Fitting orbits to tidal streams with proper motions
Andy Eyre, James Binney

TL;DR
This paper demonstrates that accurate proper motions of stars in tidal streams allow for orbit reconstruction and distance measurements independent of the Galactic potential, enabling 'Galactic parallaxes' to reach much farther than traditional methods.
Contribution
It shows that proper motions can replace line-of-sight velocities for orbit reconstruction and distance measurement in stellar streams, expanding the tools for Galactic studies.
Findings
Proper motions enable orbit reconstruction without radial velocities.
Proper motions allow distance measurements independent of the Galactic potential.

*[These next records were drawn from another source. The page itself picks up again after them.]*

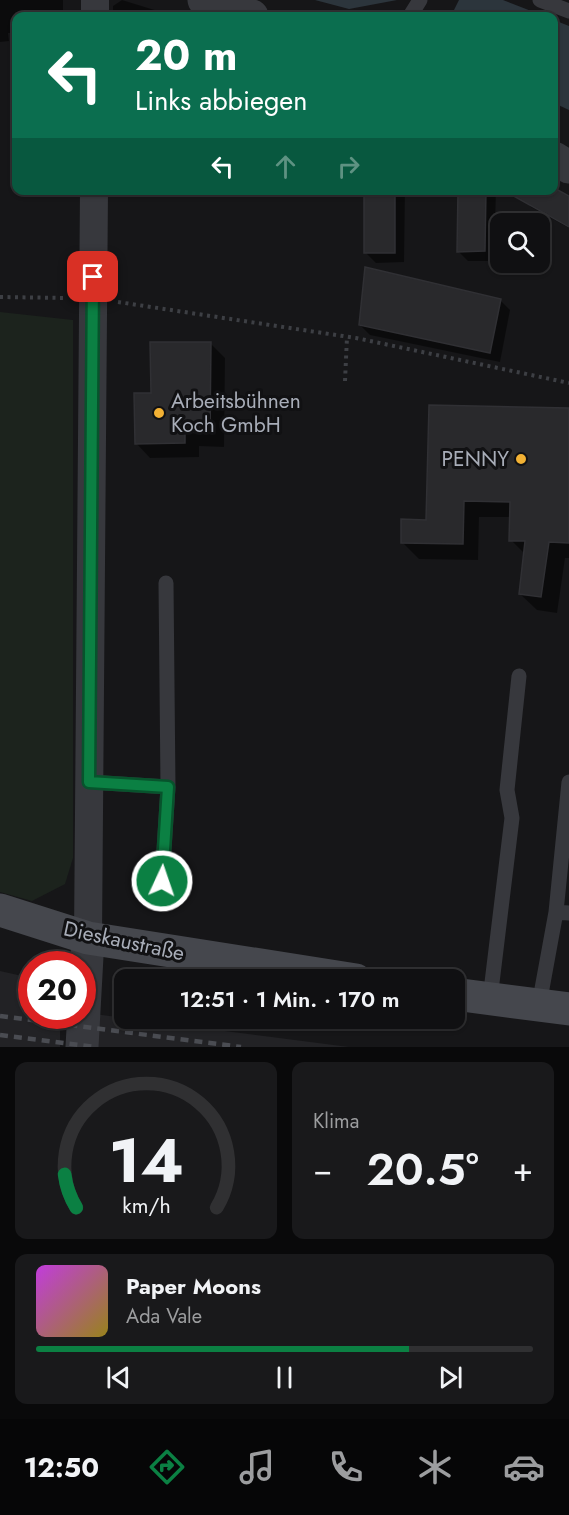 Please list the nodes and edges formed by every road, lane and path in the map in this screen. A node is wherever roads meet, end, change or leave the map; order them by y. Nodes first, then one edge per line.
1 (204, 0) edge
2 (540, 0) edge
3 (240, 12) edge
4 (569, 12) edge
5 (94, 195) edge
6 (0, 297) edge
7 (93, 299) junction
8 (128, 304) dead end
9 (347, 337) junction
10 (345, 381) dead end
11 (569, 383) edge
12 (166, 583) dead end
13 (519, 676) dead end
14 (89, 782) junction
15 (569, 782) edge
16 (168, 787) junction
17 (162, 881) dead end
18 (0, 910) edge
19 (562, 912) edge
20 (88, 938) junction
21 (286, 969) edge
22 (465, 996) edge
23 (490, 999) junction
24 (554, 1007) edge
25 (82, 1047) edge

1 - 3 street
2 - 4 lane
5 - 7 street
6 - 7 path
7 - 14 street
8 - 9 path
9 - 10 path
9 - 11 path
12 - 16 lane
13 - 23 lane
14 - 16 lane
14 - 20 street
15 - 19 lane
16 - 17 lane
18 - 20 main road, Dieskaustraße
19 - 24 lane
20 - 21 main road, Dieskaustraße
20 - 25 street
22 - 23 main road
23 - 24 main road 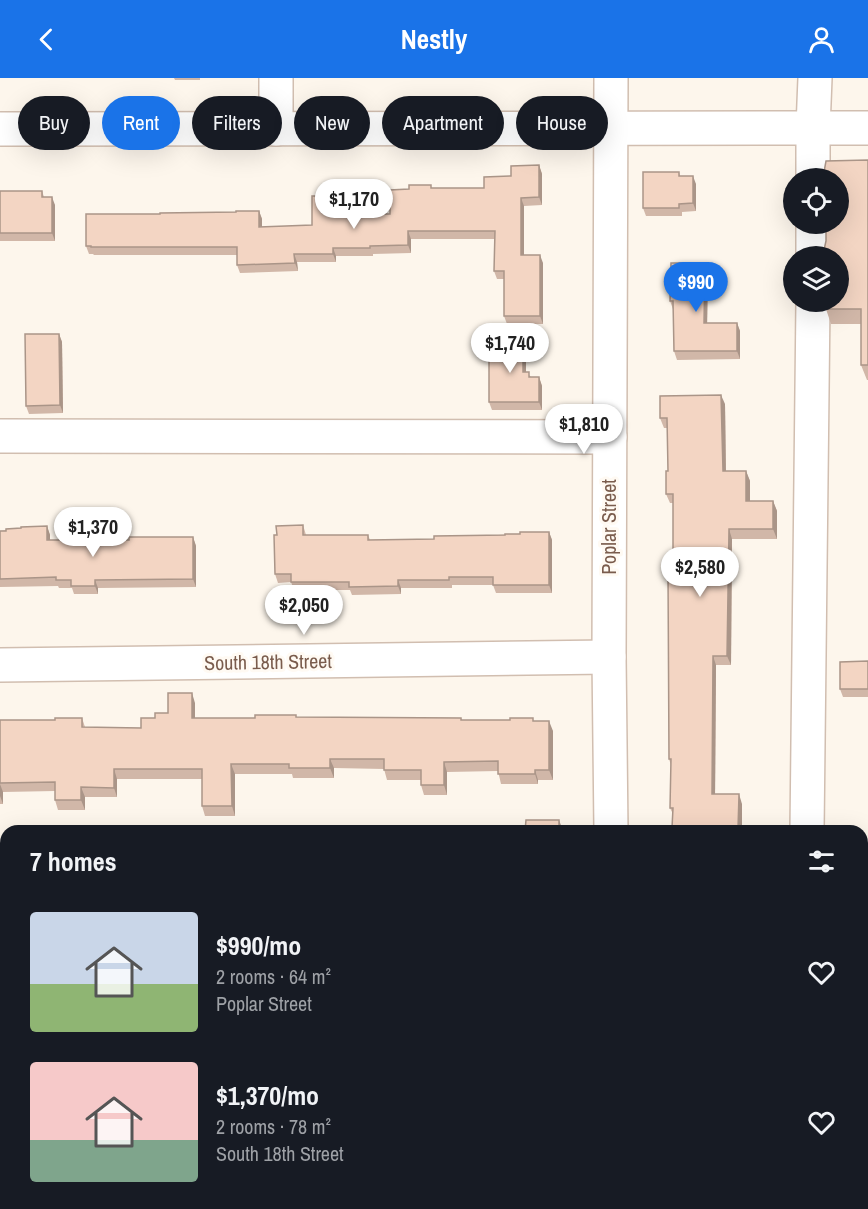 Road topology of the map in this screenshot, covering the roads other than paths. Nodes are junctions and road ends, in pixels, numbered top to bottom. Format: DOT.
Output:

Galactic parallaxes can reach distances ~70 times farther than traditional parallaxes.
Abstract
The Galaxy's stellar halo seems to be a tangle of disrupted systems that have been tidally stretched out into streams. Each stream approximately delineates an orbit in the Galactic force-field. In the first paper in this series we showed that all six phase-space coordinates of each point on an orbit can be reconstructed from the orbit's path across the sky and measurements of the line-of-sight velocity along the orbit. In this paper we complement this finding by showing that the orbit can also be reconstructed if we know proper motions along the orbit rather than the radial velocities. We also show that accurate proper motions of stream stars would enable distances to be determined to points on the stream that are independent of any assumption about the Galaxy's gravitational potential. Such "Galactic parallaxes" would be as fundamental as conventional trigonometric parallaxes, but…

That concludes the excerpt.